### What is required
Reproduce all the data exactly, without pictures.

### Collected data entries
::::::

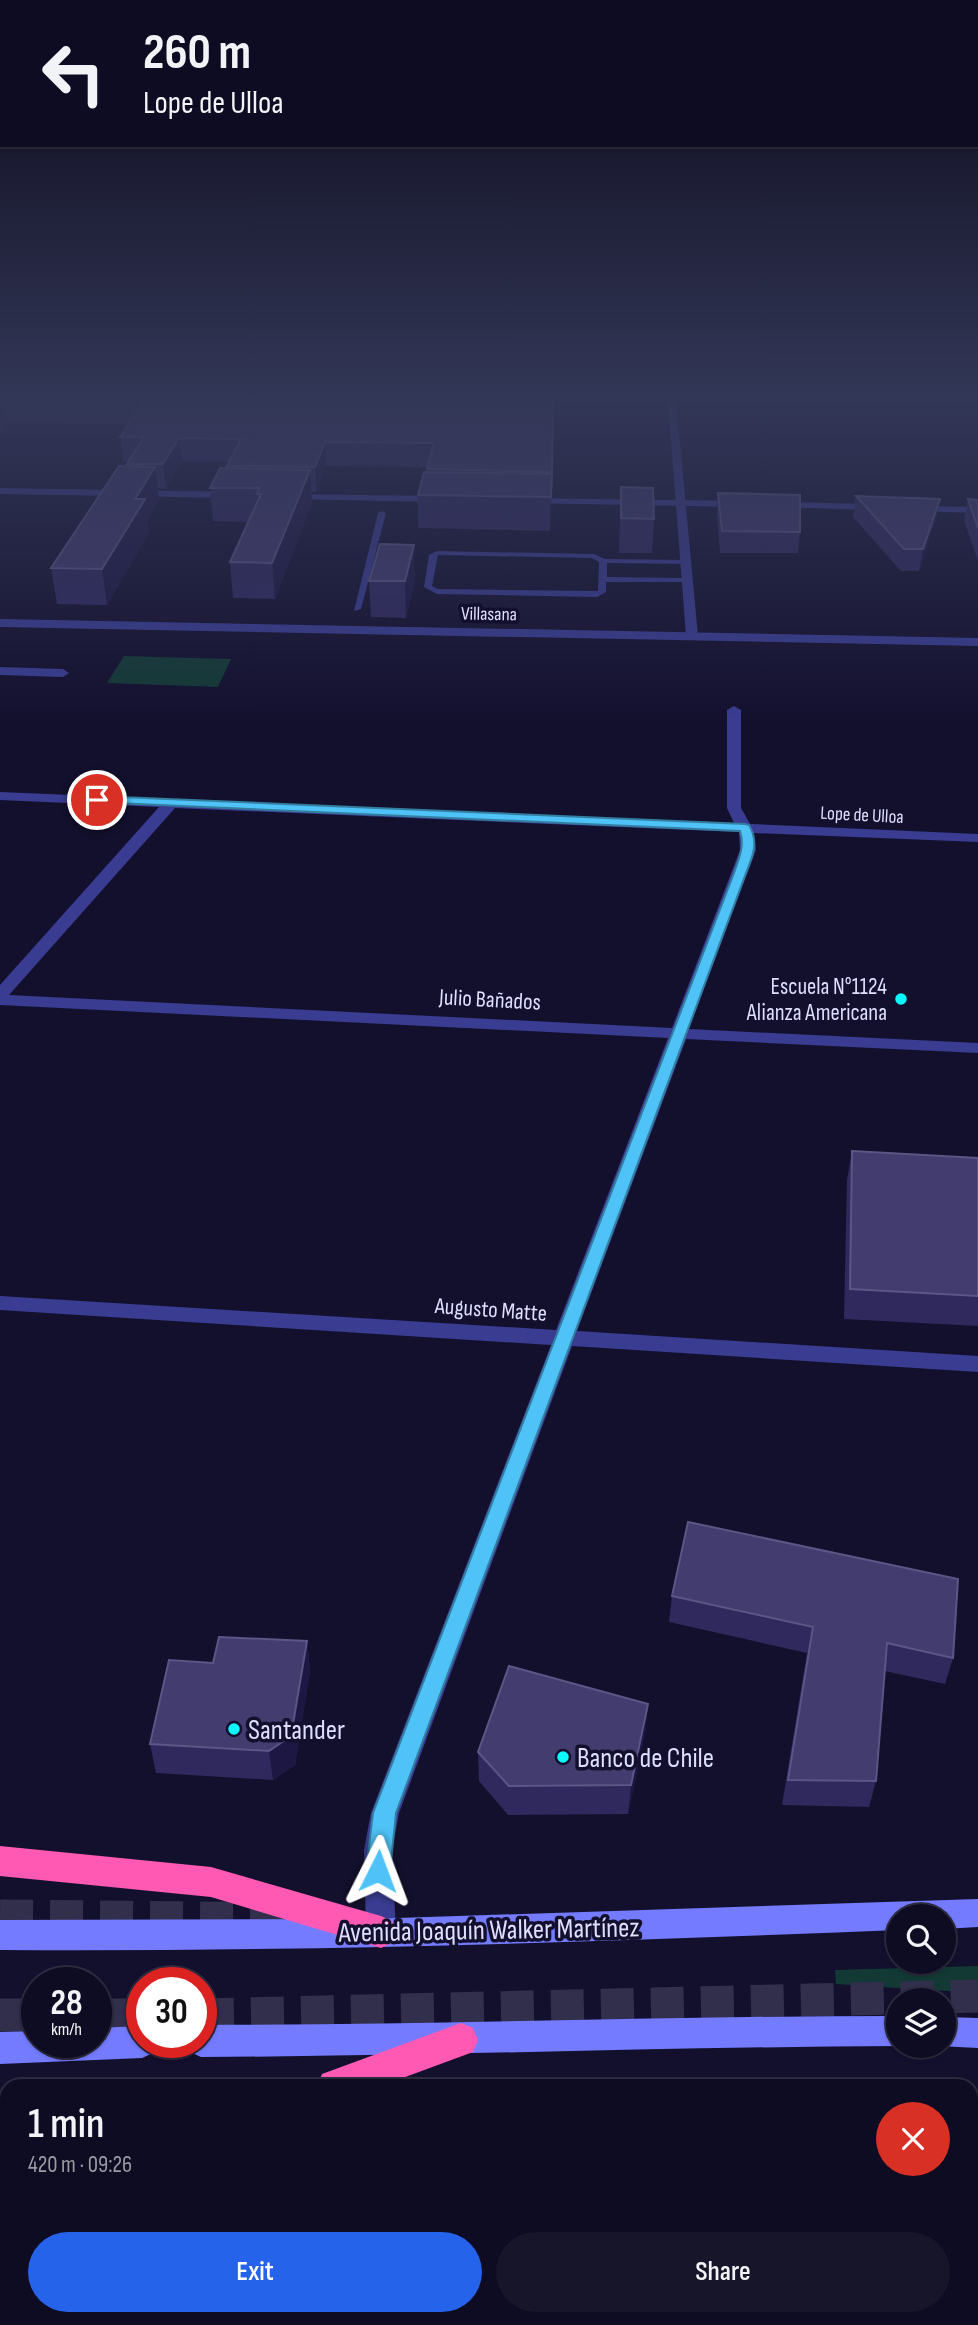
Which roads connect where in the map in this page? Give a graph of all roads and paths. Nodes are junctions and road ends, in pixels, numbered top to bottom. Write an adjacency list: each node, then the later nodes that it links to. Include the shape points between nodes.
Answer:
1 (682, 508): 6 (street)
2 (915, 508): 3 (street)
3 (978, 510)
4 (382, 513): 7 (lane)
5 (603, 561): 6 (lane); 10 (lane, via 594,556 437,553); 11 (lane)
6 (686, 562): 12 (street)
7 (368, 568): 8 (lane); 13 (lane)
8 (380, 568)
9 (418, 569): 10 (lane)
10 (430, 569): 11 (lane, via 428,587 437,591 597,594 602,592)
11 (603, 579): 12 (lane)
12 (688, 580): 15 (street)
13 (357, 610)
14 (0, 623): 15 (street, Villasana)
15 (692, 636): 16 (street, Villasana)
16 (978, 642)
17 (0, 671): 18 (street)
18 (63, 673)
19 (734, 710): 22 (street, via 734,808)
20 (0, 796): 21 (street, Lope de Ulloa)
21 (171, 803): 22 (street, Lope de Ulloa); 24 (street)
22 (745, 828): 23 (street, Lope de Ulloa); 25 (street, via 748,850)
23 (978, 838)
24 (0, 997): 25 (street, Julio Bañados)
25 (680, 1032): 26 (street, Julio Bañados); 28 (street)
26 (978, 1048)
27 (0, 1303): 28 (street, Augusto Matte)
28 (564, 1340): 29 (street, Augusto Matte); 32 (street, via 385,1813 378,1850)
29 (978, 1364)
30 (0, 1861): 32 (highway, via 211,1882)
31 (978, 1913): 32 (main road, Avenida Joaquín Walker Martínez)
32 (381, 1932): 33 (main road, Avenida Joaquín Walker Martínez)
33 (0, 1935)
34 (886, 2031): 37 (main road, via 674,2032)
35 (956, 2032): 36 (main road)
36 (978, 2033)
37 (461, 2040): 38 (main road); 41 (highway)
38 (217, 2041)
39 (126, 2043): 40 (main road)
40 (0, 2048)
41 (353, 2079)

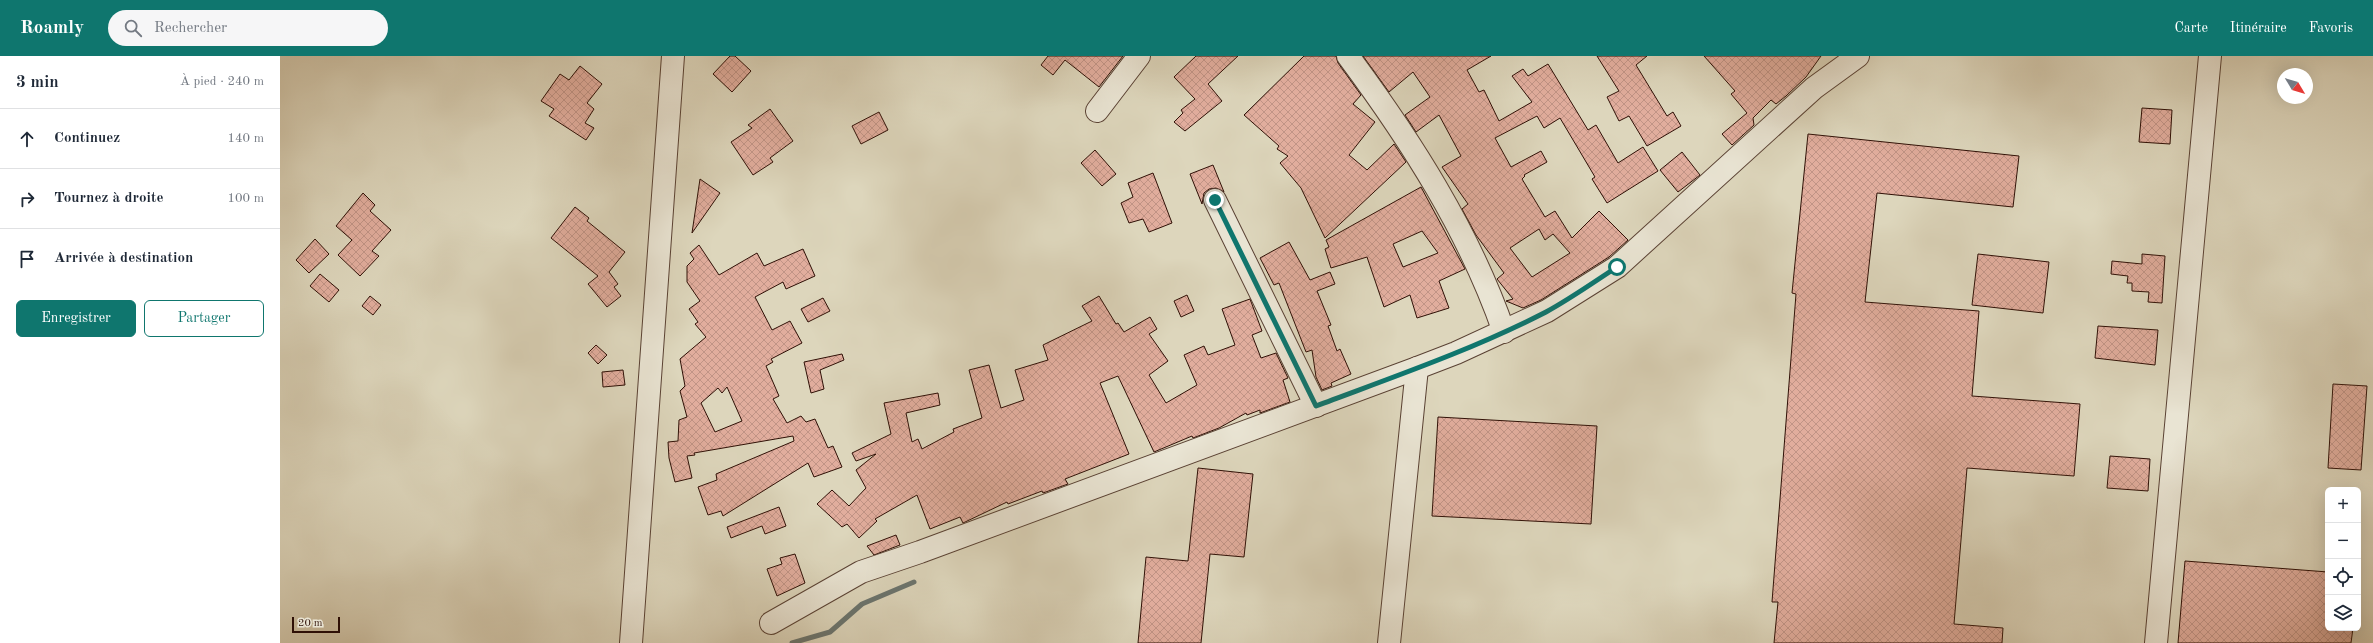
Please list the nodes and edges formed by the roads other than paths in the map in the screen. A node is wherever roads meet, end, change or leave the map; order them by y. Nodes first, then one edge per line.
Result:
1 (673, 56) edge
2 (1139, 56) edge
3 (1348, 56) edge
4 (1858, 56) edge
5 (2210, 56) edge
6 (1097, 110) dead end
7 (1215, 200) dead end
8 (1504, 332) junction
9 (1417, 368) junction
10 (1316, 406) junction
11 (771, 623) dead end
12 (630, 643) edge
13 (1389, 643) edge
14 (2156, 643) edge

1 - 12 street
2 - 6 street
3 - 8 street
4 - 8 street
5 - 14 street
7 - 10 street
8 - 9 street
9 - 10 street
9 - 13 street
10 - 11 street

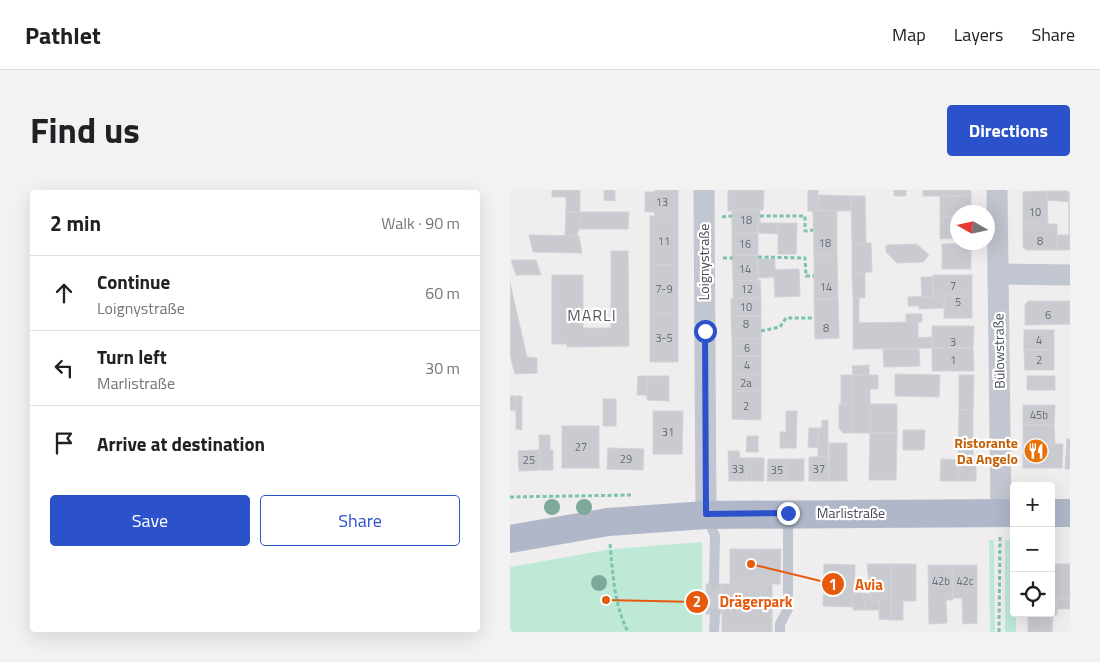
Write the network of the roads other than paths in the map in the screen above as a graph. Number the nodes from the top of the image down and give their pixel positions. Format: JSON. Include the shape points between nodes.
{"nodes":[{"id":1,"x":704,"y":190,"type":"edge"},
{"id":2,"x":997,"y":190,"type":"edge"},
{"id":3,"x":998,"y":274,"type":"junction"},
{"id":4,"x":1070,"y":275,"type":"edge"},
{"id":5,"x":788,"y":513,"type":"junction"},
{"id":6,"x":1055,"y":513,"type":"edge"},
{"id":7,"x":1070,"y":513,"type":"edge"},
{"id":8,"x":706,"y":514,"type":"junction"},
{"id":9,"x":1005,"y":520,"type":"edge"},
{"id":10,"x":510,"y":539,"type":"edge"},
{"id":11,"x":714,"y":584,"type":"dead end"},
{"id":12,"x":714,"y":614,"type":"dead end"},
{"id":13,"x":714,"y":632,"type":"edge"},
{"id":14,"x":780,"y":632,"type":"edge"}],
"edges":[{"from":1,"to":8,"type":"street","name":"Loignystraße"},
{"from":2,"to":3,"type":"street","name":"Bülowstraße"},
{"from":3,"to":4,"type":"street"},
{"from":3,"to":9,"type":"street","name":"Bülowstraße"},
{"from":5,"to":8,"type":"main road","name":"Marlistraße"},
{"from":5,"to":9,"type":"main road","name":"Marlistraße"},
{"from":5,"to":14,"type":"lane","via":[[788,609],[780,624]]},
{"from":6,"to":7,"type":"main road"},
{"from":8,"to":10,"type":"main road","name":"Marlistraße","via":[[608,522]]},
{"from":8,"to":11,"type":"lane","via":[[715,536]]},
{"from":12,"to":13,"type":"lane"}]}
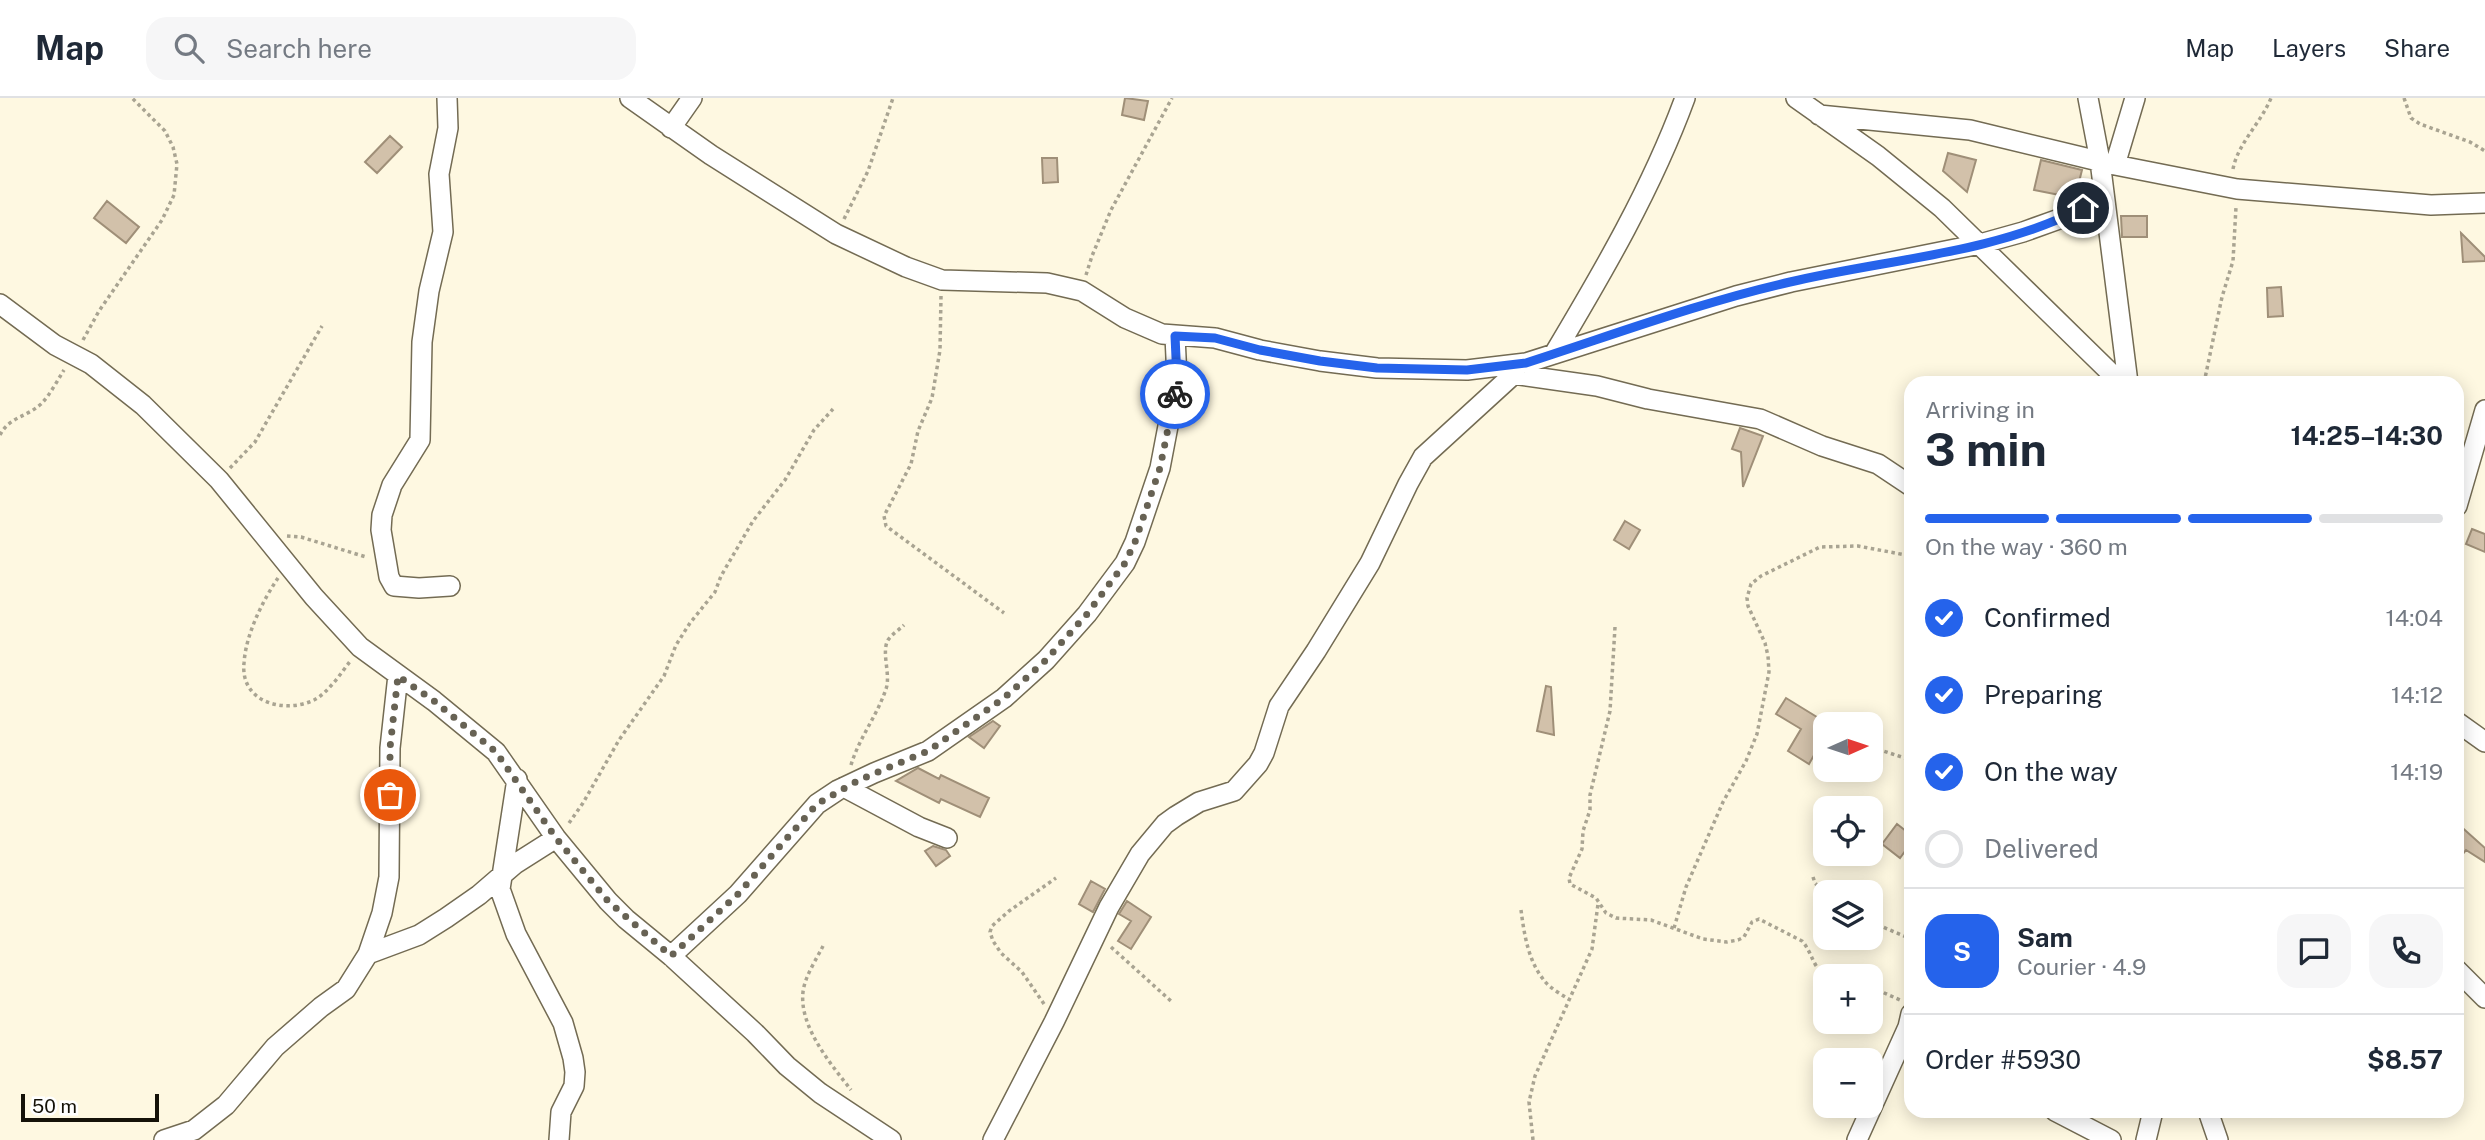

::::::

### Answer to the problem
Which roads connect where in the map in this page? Give a graph of all roads and paths. Nodes are junctions and road ends, in pixels, numbered top to bottom. Write an adjacency list: each node, then the later nodes that it links to. Include the shape points between nodes.
Answer:
1 (682, 508): 6 (street)
2 (915, 508): 3 (street)
3 (978, 510)
4 (382, 513): 7 (lane)
5 (603, 561): 6 (lane); 10 (lane, via 594,556 437,553); 11 (lane)
6 (686, 562): 12 (street)
7 (368, 568): 8 (lane); 13 (lane)
8 (380, 568)
9 (418, 569): 10 (lane)
10 (430, 569): 11 (lane, via 428,587 437,591 597,594 602,592)
11 (603, 579): 12 (lane)
12 (688, 580): 15 (street)
13 (357, 610)
14 (0, 623): 15 (street, Villasana)
15 (692, 636): 16 (street, Villasana)
16 (978, 642)
17 (0, 671): 18 (street)
18 (63, 673)
19 (734, 710): 22 (street, via 734,808)
20 (0, 796): 21 (street, Lope de Ulloa)
21 (171, 803): 22 (street, Lope de Ulloa); 24 (street)
22 (745, 828): 23 (street, Lope de Ulloa); 25 (street, via 748,850)
23 (978, 838)
24 (0, 997): 25 (street, Julio Bañados)
25 (680, 1032): 26 (street, Julio Bañados); 28 (street)
26 (978, 1048)
27 (0, 1303): 28 (street, Augusto Matte)
28 (564, 1340): 29 (street, Augusto Matte); 32 (street, via 385,1813 378,1850)
29 (978, 1364)
30 (0, 1861): 32 (highway, via 211,1882)
31 (978, 1913): 32 (main road, Avenida Joaquín Walker Martínez)
32 (381, 1932): 33 (main road, Avenida Joaquín Walker Martínez)
33 (0, 1935)
34 (886, 2031): 37 (main road, via 674,2032)
35 (956, 2032): 36 (main road)
36 (978, 2033)
37 (461, 2040): 38 (main road); 41 (highway)
38 (217, 2041)
39 (126, 2043): 40 (main road)
40 (0, 2048)
41 (353, 2079)

Please list the nodes and edges formed by the roads other than paths in the map in the screen. A node is wherever roads meet, end, change or leave the map; order them by y. Nodes first, then one edge per line.
Result:
1 (673, 56) edge
2 (1139, 56) edge
3 (1348, 56) edge
4 (1858, 56) edge
5 (2210, 56) edge
6 (1097, 110) dead end
7 (1215, 200) dead end
8 (1504, 332) junction
9 (1417, 368) junction
10 (1316, 406) junction
11 (771, 623) dead end
12 (630, 643) edge
13 (1389, 643) edge
14 (2156, 643) edge

1 - 12 street
2 - 6 street
3 - 8 street
4 - 8 street
5 - 14 street
7 - 10 street
8 - 9 street
9 - 10 street
9 - 13 street
10 - 11 street

Write the network of the roads other than paths in the map in the screen above as a graph. Number the nodes from the top of the image down and give their pixel positions. Format: JSON. Include the shape points between nodes.
{"nodes":[{"id":1,"x":704,"y":190,"type":"edge"},
{"id":2,"x":997,"y":190,"type":"edge"},
{"id":3,"x":998,"y":274,"type":"junction"},
{"id":4,"x":1070,"y":275,"type":"edge"},
{"id":5,"x":788,"y":513,"type":"junction"},
{"id":6,"x":1055,"y":513,"type":"edge"},
{"id":7,"x":1070,"y":513,"type":"edge"},
{"id":8,"x":706,"y":514,"type":"junction"},
{"id":9,"x":1005,"y":520,"type":"edge"},
{"id":10,"x":510,"y":539,"type":"edge"},
{"id":11,"x":714,"y":584,"type":"dead end"},
{"id":12,"x":714,"y":614,"type":"dead end"},
{"id":13,"x":714,"y":632,"type":"edge"},
{"id":14,"x":780,"y":632,"type":"edge"}],
"edges":[{"from":1,"to":8,"type":"street","name":"Loignystraße"},
{"from":2,"to":3,"type":"street","name":"Bülowstraße"},
{"from":3,"to":4,"type":"street"},
{"from":3,"to":9,"type":"street","name":"Bülowstraße"},
{"from":5,"to":8,"type":"main road","name":"Marlistraße"},
{"from":5,"to":9,"type":"main road","name":"Marlistraße"},
{"from":5,"to":14,"type":"lane","via":[[788,609],[780,624]]},
{"from":6,"to":7,"type":"main road"},
{"from":8,"to":10,"type":"main road","name":"Marlistraße","via":[[608,522]]},
{"from":8,"to":11,"type":"lane","via":[[715,536]]},
{"from":12,"to":13,"type":"lane"}]}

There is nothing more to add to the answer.